All the lines below need retyping exactly, apart from the images.

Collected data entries
********
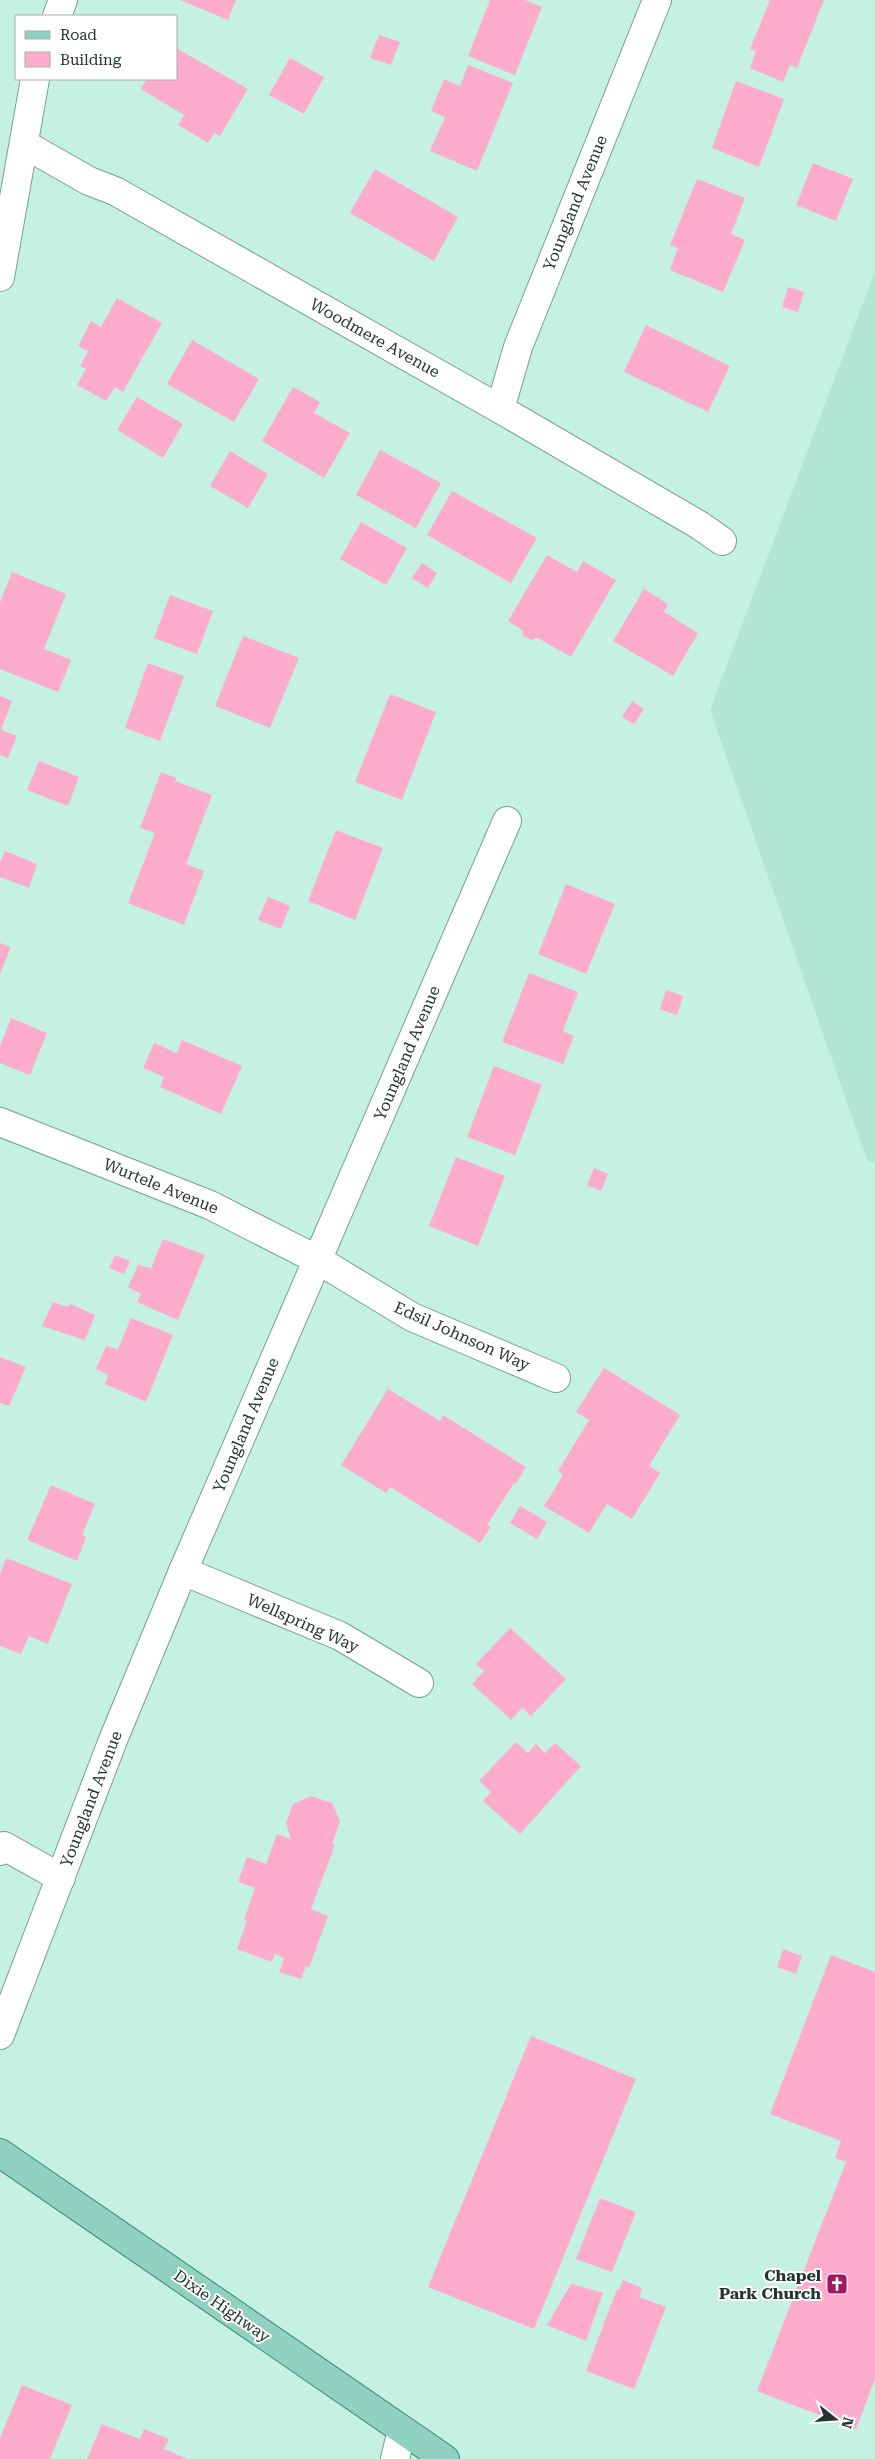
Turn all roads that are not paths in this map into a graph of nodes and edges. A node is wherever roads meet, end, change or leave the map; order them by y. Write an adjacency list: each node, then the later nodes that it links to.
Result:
1 (63, 0): 3 (street)
2 (657, 0): 7 (street, Youngland Avenue)
3 (57, 15)
4 (36, 80): 5 (street)
5 (24, 144): 6 (street); 7 (street, Woodmere Avenue)
6 (0, 277)
7 (500, 409): 8 (street, Woodmere Avenue)
8 (722, 541)
9 (507, 821): 11 (street, Youngland Avenue)
10 (0, 1122): 11 (street, Wurtele Avenue)
11 (318, 1260): 12 (street, Edsil Johnson Way); 13 (street, Youngland Avenue)
12 (556, 1378)
13 (182, 1571): 14 (street, Wellspring Way); 16 (street, Youngland Avenue)
14 (418, 1683)
15 (0, 1851): 16 (street)
16 (61, 1878): 17 (street, Youngland Avenue)
17 (0, 2035)
18 (0, 2152): 19 (main road, Dixie Highway)
19 (402, 2430): 20 (street); 21 (main road, Dixie Highway)
20 (395, 2459)
21 (445, 2459)

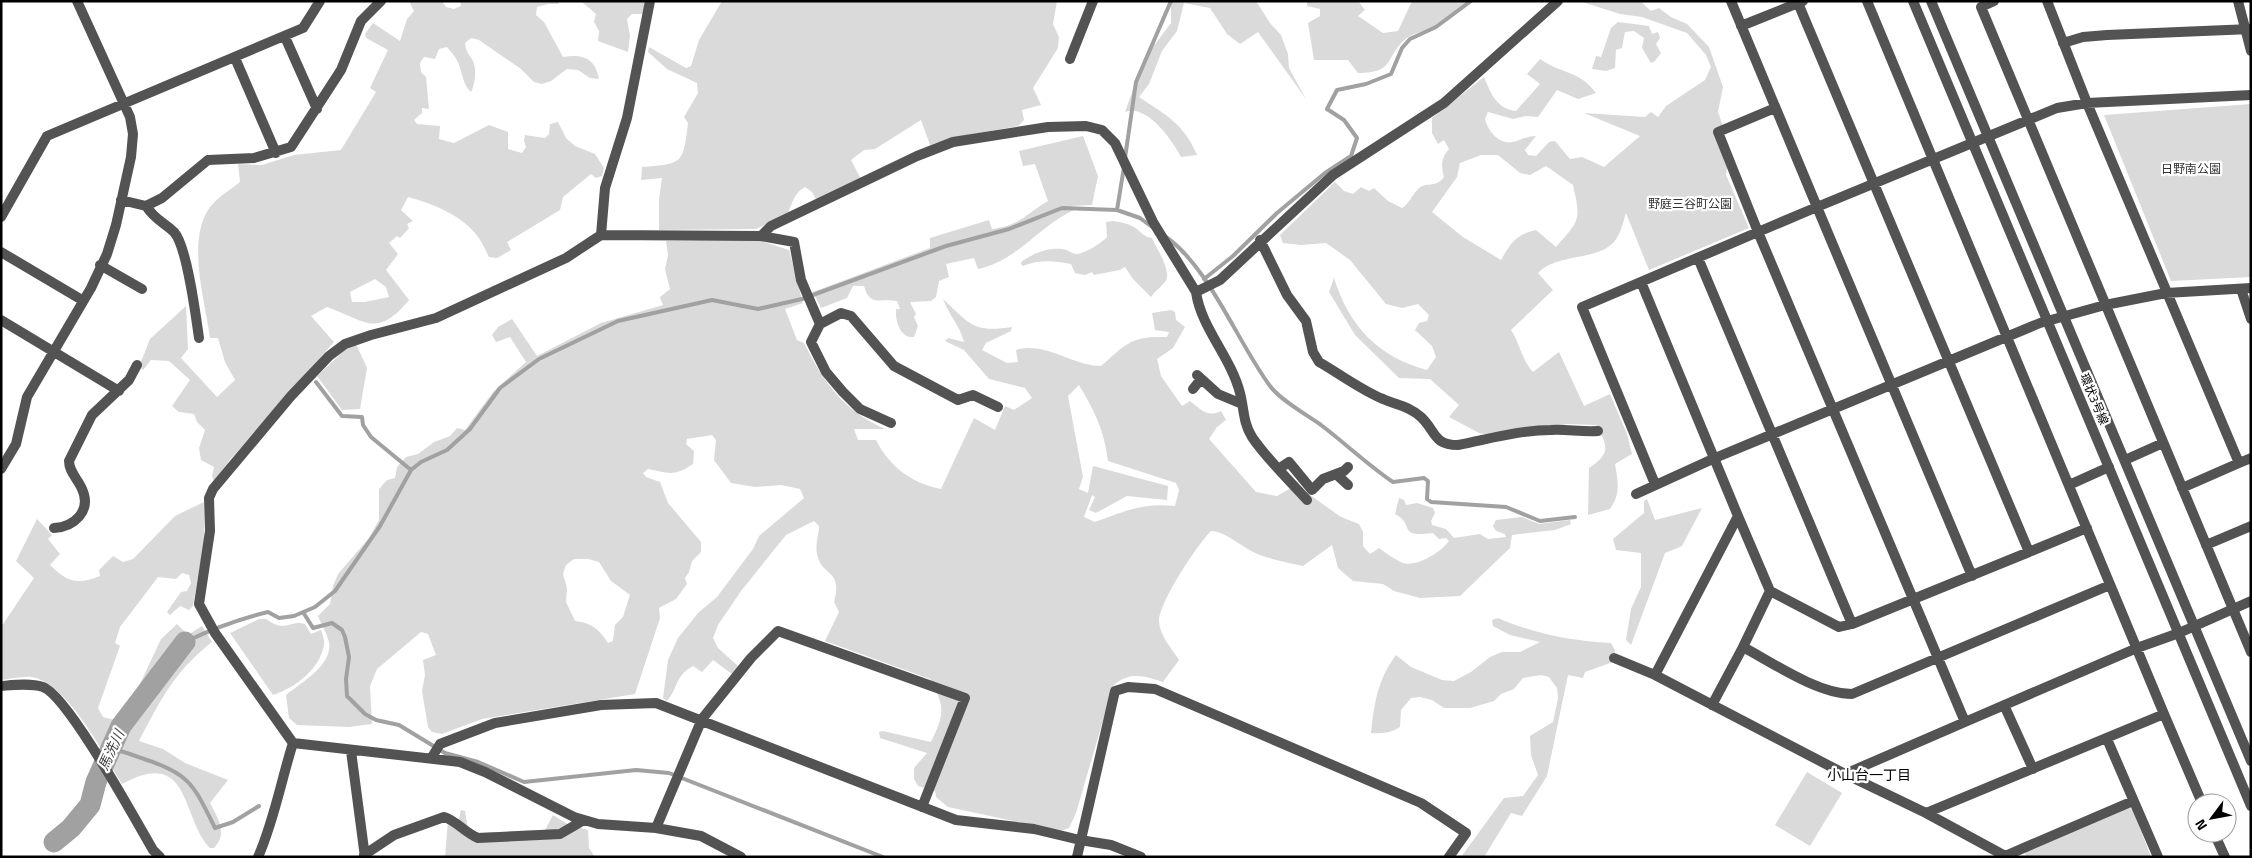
********
# Expected output
Turn all roads that are not paths in this map into a graph of nodes and edges. A node is wherever roads meet, end, change or leave the map; order them by y. Write an adjacency list: each node, then the later nodes that it links to.
Result:
1 (63, 0): 3 (street)
2 (657, 0): 7 (street, Youngland Avenue)
3 (57, 15)
4 (36, 80): 5 (street)
5 (24, 144): 6 (street); 7 (street, Woodmere Avenue)
6 (0, 277)
7 (500, 409): 8 (street, Woodmere Avenue)
8 (722, 541)
9 (507, 821): 11 (street, Youngland Avenue)
10 (0, 1122): 11 (street, Wurtele Avenue)
11 (318, 1260): 12 (street, Edsil Johnson Way); 13 (street, Youngland Avenue)
12 (556, 1378)
13 (182, 1571): 14 (street, Wellspring Way); 16 (street, Youngland Avenue)
14 (418, 1683)
15 (0, 1851): 16 (street)
16 (61, 1878): 17 (street, Youngland Avenue)
17 (0, 2035)
18 (0, 2152): 19 (main road, Dixie Highway)
19 (402, 2430): 20 (street); 21 (main road, Dixie Highway)
20 (395, 2459)
21 (445, 2459)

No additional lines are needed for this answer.